» WORK TO BE COMPLETED
Repeat the entries exactly as they are written.

» DATA TO EXAMINE
★ ★ ★ ★

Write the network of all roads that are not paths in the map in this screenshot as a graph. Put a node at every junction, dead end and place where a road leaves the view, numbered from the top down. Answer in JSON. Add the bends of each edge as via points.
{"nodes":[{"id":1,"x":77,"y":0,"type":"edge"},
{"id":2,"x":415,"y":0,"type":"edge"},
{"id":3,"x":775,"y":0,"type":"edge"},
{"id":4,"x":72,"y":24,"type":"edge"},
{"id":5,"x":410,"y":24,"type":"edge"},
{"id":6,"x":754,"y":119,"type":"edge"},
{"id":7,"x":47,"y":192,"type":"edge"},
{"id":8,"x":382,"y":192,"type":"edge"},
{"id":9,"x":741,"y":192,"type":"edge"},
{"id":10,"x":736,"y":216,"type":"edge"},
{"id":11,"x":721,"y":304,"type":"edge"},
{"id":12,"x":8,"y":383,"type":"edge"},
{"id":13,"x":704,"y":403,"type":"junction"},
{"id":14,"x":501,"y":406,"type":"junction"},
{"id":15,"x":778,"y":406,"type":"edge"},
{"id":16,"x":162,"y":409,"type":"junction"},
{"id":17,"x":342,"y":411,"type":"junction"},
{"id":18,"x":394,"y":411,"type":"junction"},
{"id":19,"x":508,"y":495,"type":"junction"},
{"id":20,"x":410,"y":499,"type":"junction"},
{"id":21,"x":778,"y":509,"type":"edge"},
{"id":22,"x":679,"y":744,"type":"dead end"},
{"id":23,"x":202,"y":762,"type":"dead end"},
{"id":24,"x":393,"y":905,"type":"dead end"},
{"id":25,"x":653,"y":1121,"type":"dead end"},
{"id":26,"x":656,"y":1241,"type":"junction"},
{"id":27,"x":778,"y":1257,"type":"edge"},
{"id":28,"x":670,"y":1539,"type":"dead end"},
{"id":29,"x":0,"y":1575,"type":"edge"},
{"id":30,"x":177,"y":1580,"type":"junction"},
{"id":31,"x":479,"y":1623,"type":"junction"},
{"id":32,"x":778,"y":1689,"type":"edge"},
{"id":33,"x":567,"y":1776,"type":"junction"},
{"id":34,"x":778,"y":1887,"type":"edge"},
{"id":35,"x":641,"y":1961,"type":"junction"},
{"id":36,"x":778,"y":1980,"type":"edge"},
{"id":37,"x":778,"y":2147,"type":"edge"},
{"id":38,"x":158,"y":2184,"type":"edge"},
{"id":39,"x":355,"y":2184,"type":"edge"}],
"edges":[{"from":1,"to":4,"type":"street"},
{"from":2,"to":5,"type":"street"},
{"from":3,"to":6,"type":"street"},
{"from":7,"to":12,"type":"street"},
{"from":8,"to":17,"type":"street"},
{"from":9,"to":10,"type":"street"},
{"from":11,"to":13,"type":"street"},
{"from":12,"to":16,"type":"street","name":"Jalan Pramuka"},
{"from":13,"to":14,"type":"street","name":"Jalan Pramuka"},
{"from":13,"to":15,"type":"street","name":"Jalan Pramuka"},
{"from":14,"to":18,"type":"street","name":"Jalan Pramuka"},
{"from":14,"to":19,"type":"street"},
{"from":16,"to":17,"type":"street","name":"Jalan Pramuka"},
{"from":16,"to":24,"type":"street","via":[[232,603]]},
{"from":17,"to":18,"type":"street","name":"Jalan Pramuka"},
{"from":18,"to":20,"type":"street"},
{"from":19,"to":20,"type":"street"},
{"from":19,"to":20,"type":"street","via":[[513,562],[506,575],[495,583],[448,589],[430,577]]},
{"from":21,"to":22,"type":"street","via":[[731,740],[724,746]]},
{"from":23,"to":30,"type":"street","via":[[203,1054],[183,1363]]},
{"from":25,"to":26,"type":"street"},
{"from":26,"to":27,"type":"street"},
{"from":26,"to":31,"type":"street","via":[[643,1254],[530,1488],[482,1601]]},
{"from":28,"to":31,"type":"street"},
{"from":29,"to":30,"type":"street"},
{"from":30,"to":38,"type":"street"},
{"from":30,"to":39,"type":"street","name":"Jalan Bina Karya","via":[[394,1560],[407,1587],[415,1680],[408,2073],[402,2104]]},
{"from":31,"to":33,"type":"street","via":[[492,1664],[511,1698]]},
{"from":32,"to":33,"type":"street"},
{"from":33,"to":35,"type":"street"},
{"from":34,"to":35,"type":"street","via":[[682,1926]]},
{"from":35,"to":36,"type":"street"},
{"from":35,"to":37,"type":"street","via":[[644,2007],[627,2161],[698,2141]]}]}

★ ★ ★ ★

» TASK RESPONSE
Write the network of all roads that are not paths in the map in this screenshot as a graph. Put a node at every junction, dead end and place where a road leaves the view, numbered from the top down. Answer in JSON. Add the bends of each edge as via points.
{"nodes":[{"id":1,"x":77,"y":0,"type":"edge"},
{"id":2,"x":415,"y":0,"type":"edge"},
{"id":3,"x":775,"y":0,"type":"edge"},
{"id":4,"x":72,"y":24,"type":"edge"},
{"id":5,"x":410,"y":24,"type":"edge"},
{"id":6,"x":754,"y":119,"type":"edge"},
{"id":7,"x":47,"y":192,"type":"edge"},
{"id":8,"x":382,"y":192,"type":"edge"},
{"id":9,"x":741,"y":192,"type":"edge"},
{"id":10,"x":736,"y":216,"type":"edge"},
{"id":11,"x":721,"y":304,"type":"edge"},
{"id":12,"x":8,"y":383,"type":"edge"},
{"id":13,"x":704,"y":403,"type":"junction"},
{"id":14,"x":501,"y":406,"type":"junction"},
{"id":15,"x":778,"y":406,"type":"edge"},
{"id":16,"x":162,"y":409,"type":"junction"},
{"id":17,"x":342,"y":411,"type":"junction"},
{"id":18,"x":394,"y":411,"type":"junction"},
{"id":19,"x":508,"y":495,"type":"junction"},
{"id":20,"x":410,"y":499,"type":"junction"},
{"id":21,"x":778,"y":509,"type":"edge"},
{"id":22,"x":679,"y":744,"type":"dead end"},
{"id":23,"x":202,"y":762,"type":"dead end"},
{"id":24,"x":393,"y":905,"type":"dead end"},
{"id":25,"x":653,"y":1121,"type":"dead end"},
{"id":26,"x":656,"y":1241,"type":"junction"},
{"id":27,"x":778,"y":1257,"type":"edge"},
{"id":28,"x":670,"y":1539,"type":"dead end"},
{"id":29,"x":0,"y":1575,"type":"edge"},
{"id":30,"x":177,"y":1580,"type":"junction"},
{"id":31,"x":479,"y":1623,"type":"junction"},
{"id":32,"x":778,"y":1689,"type":"edge"},
{"id":33,"x":567,"y":1776,"type":"junction"},
{"id":34,"x":778,"y":1887,"type":"edge"},
{"id":35,"x":641,"y":1961,"type":"junction"},
{"id":36,"x":778,"y":1980,"type":"edge"},
{"id":37,"x":778,"y":2147,"type":"edge"},
{"id":38,"x":158,"y":2184,"type":"edge"},
{"id":39,"x":355,"y":2184,"type":"edge"}],
"edges":[{"from":1,"to":4,"type":"street"},
{"from":2,"to":5,"type":"street"},
{"from":3,"to":6,"type":"street"},
{"from":7,"to":12,"type":"street"},
{"from":8,"to":17,"type":"street"},
{"from":9,"to":10,"type":"street"},
{"from":11,"to":13,"type":"street"},
{"from":12,"to":16,"type":"street","name":"Jalan Pramuka"},
{"from":13,"to":14,"type":"street","name":"Jalan Pramuka"},
{"from":13,"to":15,"type":"street","name":"Jalan Pramuka"},
{"from":14,"to":18,"type":"street","name":"Jalan Pramuka"},
{"from":14,"to":19,"type":"street"},
{"from":16,"to":17,"type":"street","name":"Jalan Pramuka"},
{"from":16,"to":24,"type":"street","via":[[232,603]]},
{"from":17,"to":18,"type":"street","name":"Jalan Pramuka"},
{"from":18,"to":20,"type":"street"},
{"from":19,"to":20,"type":"street"},
{"from":19,"to":20,"type":"street","via":[[513,562],[506,575],[495,583],[448,589],[430,577]]},
{"from":21,"to":22,"type":"street","via":[[731,740],[724,746]]},
{"from":23,"to":30,"type":"street","via":[[203,1054],[183,1363]]},
{"from":25,"to":26,"type":"street"},
{"from":26,"to":27,"type":"street"},
{"from":26,"to":31,"type":"street","via":[[643,1254],[530,1488],[482,1601]]},
{"from":28,"to":31,"type":"street"},
{"from":29,"to":30,"type":"street"},
{"from":30,"to":38,"type":"street"},
{"from":30,"to":39,"type":"street","name":"Jalan Bina Karya","via":[[394,1560],[407,1587],[415,1680],[408,2073],[402,2104]]},
{"from":31,"to":33,"type":"street","via":[[492,1664],[511,1698]]},
{"from":32,"to":33,"type":"street"},
{"from":33,"to":35,"type":"street"},
{"from":34,"to":35,"type":"street","via":[[682,1926]]},
{"from":35,"to":36,"type":"street"},
{"from":35,"to":37,"type":"street","via":[[644,2007],[627,2161],[698,2141]]}]}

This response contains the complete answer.